Jadi Klaster Terbesar Penyebaran Covid-19, RS Haji Medan Terancam Ditutup

oleh -419 views

POSMETRO MEDAN – Rumah Sakit (RS) Haji di Jalan Williem Iskandar Medan dinilai menjadi klaster terbesar dalam penyebaran Covid-19 di Kota Medan, Sumatera Utara (Sumut). Tercatat, ada 30 orang tenaga medis yang sudah terpapar. Dua orang di antaranya, yakni dokter Aldreyn Asman dan seorang perawat Rasyidah Ulfah, dilaporkan meninggal dunia.

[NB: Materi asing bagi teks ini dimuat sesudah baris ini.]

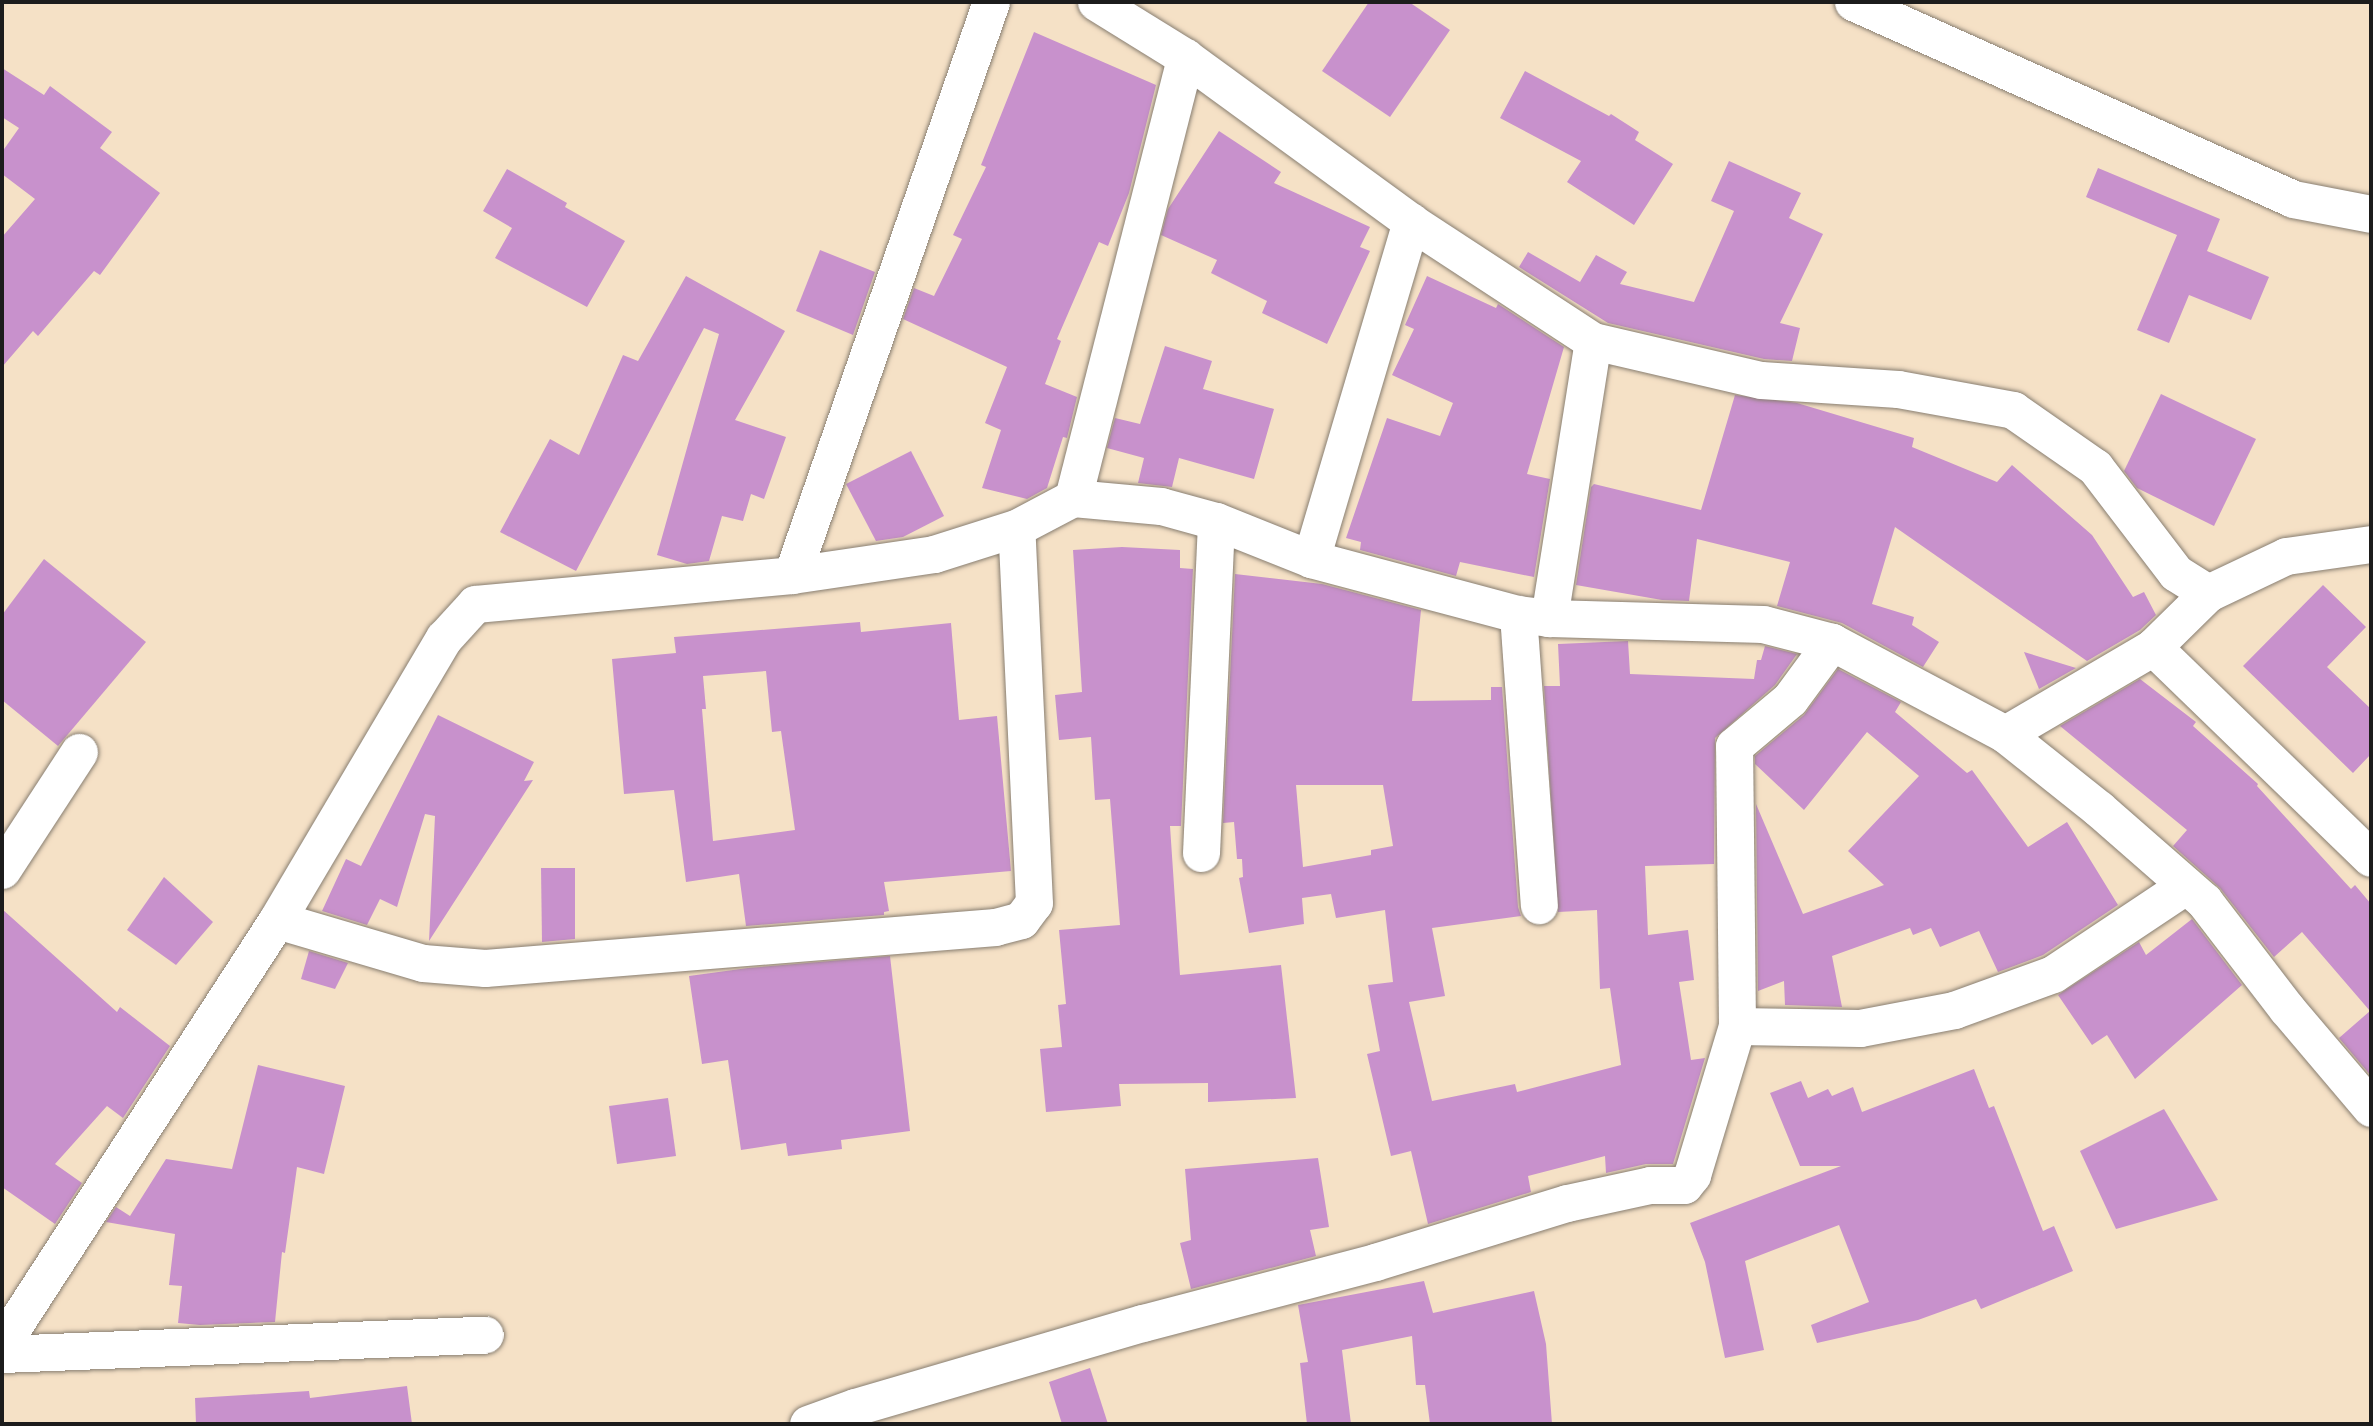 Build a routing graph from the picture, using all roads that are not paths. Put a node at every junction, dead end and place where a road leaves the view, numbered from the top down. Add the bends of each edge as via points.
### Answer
1 (991, 2) edge
2 (1096, 2) edge
3 (1853, 2) edge
4 (1185, 57) junction
5 (2371, 214) edge
6 (1411, 222) junction
7 (1593, 341) junction
8 (1073, 498) junction
9 (1216, 521) junction
10 (1016, 528) junction
11 (2371, 544) edge
12 (1311, 559) junction
13 (792, 575) junction
14 (2208, 593) junction
15 (1533, 616) junction
16 (1832, 642) junction
17 (2153, 647) junction
18 (2005, 734) junction
19 (79, 752) dead end
20 (1201, 853) dead end
21 (2371, 858) edge
22 (2, 870) edge
23 (2185, 886) junction
24 (1539, 905) dead end
25 (277, 920) junction
26 (1737, 1026) junction
27 (2371, 1108) edge
28 (485, 1335) dead end
29 (2, 1344) edge
30 (2, 1354) edge
31 (808, 1424) edge

1 - 13 street
2 - 4 street
3 - 5 street via 2293,199
4 - 6 street
4 - 8 street
6 - 7 street
6 - 12 street
7 - 14 street via 1761,380 1898,389 2013,410 2095,467 2176,573
7 - 15 street
8 - 9 street via 1161,506
8 - 10 street
9 - 12 street
9 - 20 street
10 - 13 street via 933,554
10 - 25 street via 1034,903 1021,920 995,927 485,968 423,963
11 - 14 street via 2287,556
12 - 15 street
13 - 25 street via 475,604 444,638
14 - 17 street
15 - 16 street via 1763,624
15 - 24 street
16 - 18 street
16 - 26 street via 1790,699 1734,746
17 - 18 street
17 - 21 street
18 - 23 street
19 - 22 street
23 - 26 street via 2053,974 1954,1010 1860,1028
23 - 27 street via 2204,901
25 - 29 street
26 - 31 street via 1692,1175 1684,1185 1650,1185 1567,1203 1375,1262 1143,1322
28 - 30 street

Kepala Dinas Kesehatan (Dinkes) Sumut, Alwi Mujahit Hasibuan mengatakan, jumlah tenaga medis yang terpapar virus corona ini belum termasuk pasien maupun keluarga pasien yang tertular dari klaster Covid-19 di RS Haji Medan. Potensi pasien dan pengunjung tertular virus corona dari klaster ini memungkinkan terjadi.

“Kami sudah memberikan berbagai saran dan masukan atas kasus Covid-19 yang sedang terjadi di rumah sakit milik pemerintah ini. Termasuk meminta pihak rumah sakit untuk mengevaluasi sistem kerja tenaga medis, dan bentuk pelayanan yang diberikan kepada pasien maupun pengunjung,” ujar Alwi Mujahit Hasibuan, Jumat (14/8/2020).

Alwi Mujahit menyebutkan, standar operasional prosedur (SOP) di rumah sakit itu pun harus ditingkatkan sehingga penyebaran virus tidak semakin meluas. Selain itu, pihak rumah sakit sudah dapat mengambil sejumlah langkah dan kebijakan dalam memutus mata rantai penyebaran virus corona, termasuk kelemahan yang menimbulkan klaster.

“Kita tidak mau melakukan intervensi atas kasus baru Covid-19 yang terjadi di RS Haji Medan. Namun, kita sudah memberikan saran untuk dipertimbangkan, apakah perlu dilakukan langkah penutupan sementara atau hanya penutupan sebagian. Keputusan ini dapat diambil bila sudah diketahui tingkat penyebaran virus corona,” katanya.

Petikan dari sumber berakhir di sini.